Mea culpa! I look forward to your one later this week. Everything I said about this puzzle still stands, loved it.
I always find your puzzles a delight, Chalicea. If I ever finish a Toughie unaided I suspect it will be one of yours. Your Toughies encourage me to keep at it.
Thank you so much for taking the time to drop by. It is greatly appreciated.
Please ignore those who suffer from a superiority complex and consider themselves above mere mortals. 🤣🤣🤣
Well, I was breezing along like most others on this blog today until I got to 3d, where I just couldn’t get “tape” out of my head for the ending. So it’s a DNF for me, as I needed the hint from Mr K before the penny would drop. Nevertheless an enjoyable challenge overall with 18a being my COTD. Maybe I need to be relegated to a category below elementary…
Thanks to the setter and Mr K
What heavenly kittens, Mr K! So pleased that you have feline company again. I’ll hope to see more photos as they grow. I enjoyed this puzzle – 17d was my only real sticking point. Many thanks to you and the setter. Loved the long cat photo, too.
I really enjoyed today’s puzzle which I actually finished during the afternoon after a visit to the garden centre. Not often that I complete it so early in the day. I’m so glad that many others who comment on Big Dave’s blog enjoy that sense of achievement at solving the cryptic even when on some days it may be considered to be at the easier end of the spectrum. Many thanks to Mr K and what delightful kitten pictures, also to the setter for such a lovely Tuesday puzzle.

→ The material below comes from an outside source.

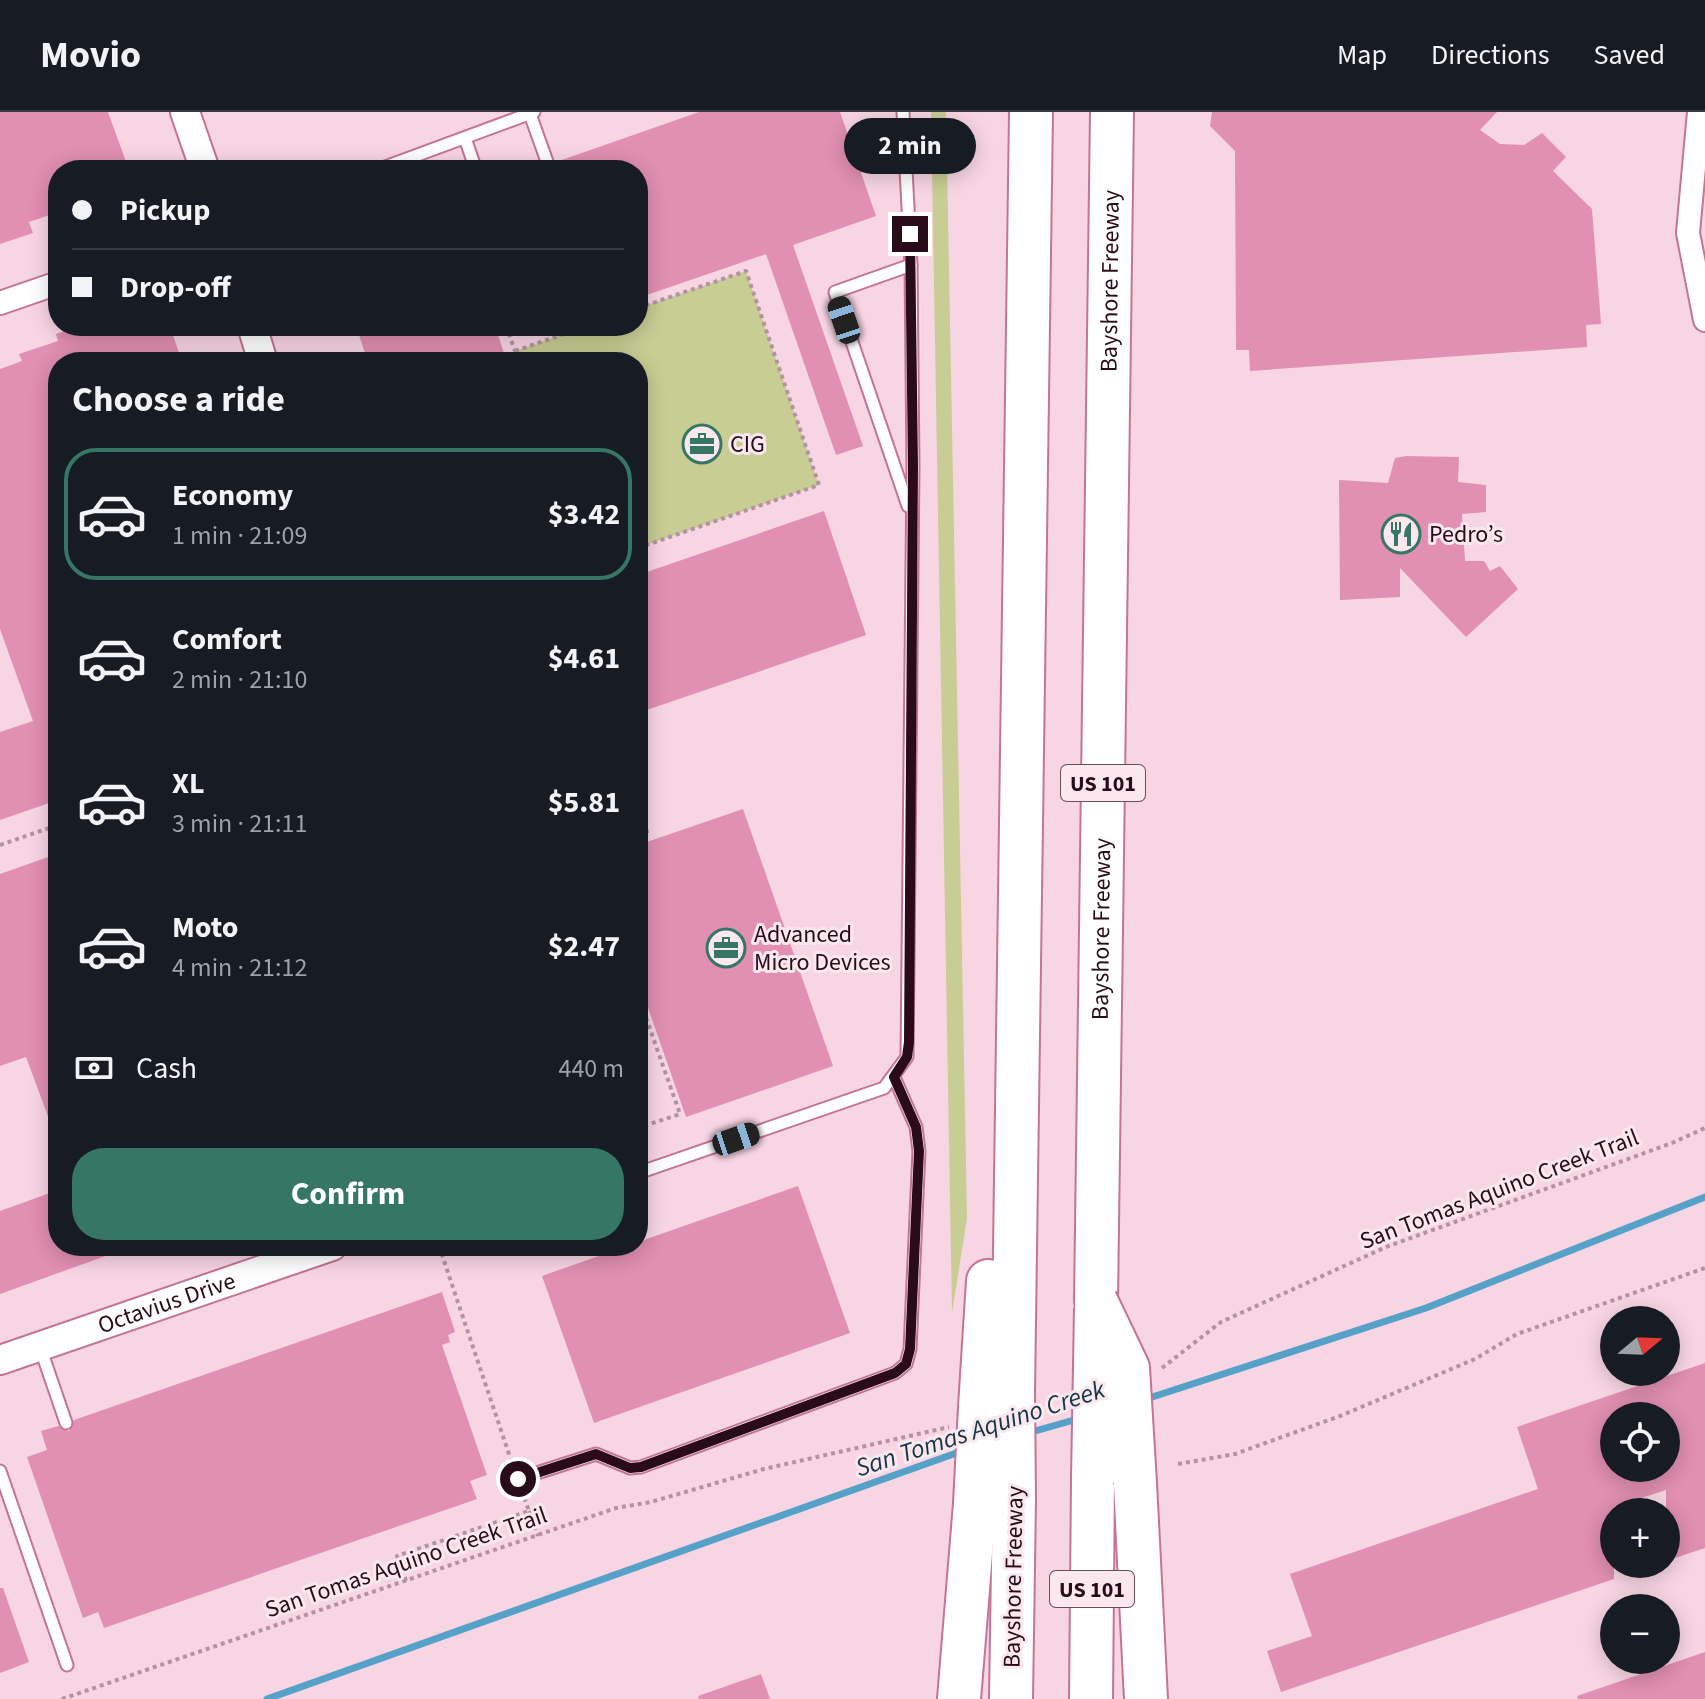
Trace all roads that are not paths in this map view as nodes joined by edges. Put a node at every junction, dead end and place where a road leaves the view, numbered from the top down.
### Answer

Lovely puzzle today! Thanks to the setter. 🙃 I did enjoy Mr K’s kittens (beautiful!), and the comments from all the regulars – thank you all for brightening my Winter. Although it is intermittently sunny today, a pleasant change in what seems to be a very moist season! 😊
Coming to this late but just to say, please do keep commenting on the Toughie here – I rely upon comments to let me know whether I should try it on any day or not. I need to know when it is at the easier end of the spectrum!
A very enjoyable back pager. I liked 9a as a simple but clever clue. But I so wanted the answer to 12a to be ‘pail’ (bucket)! Favourite cat quote is ‘ I am not your servant and I am not your friend. I am the cat who walks by himself and I wish to come into your cave’. Which I think is Rudyard Kipling.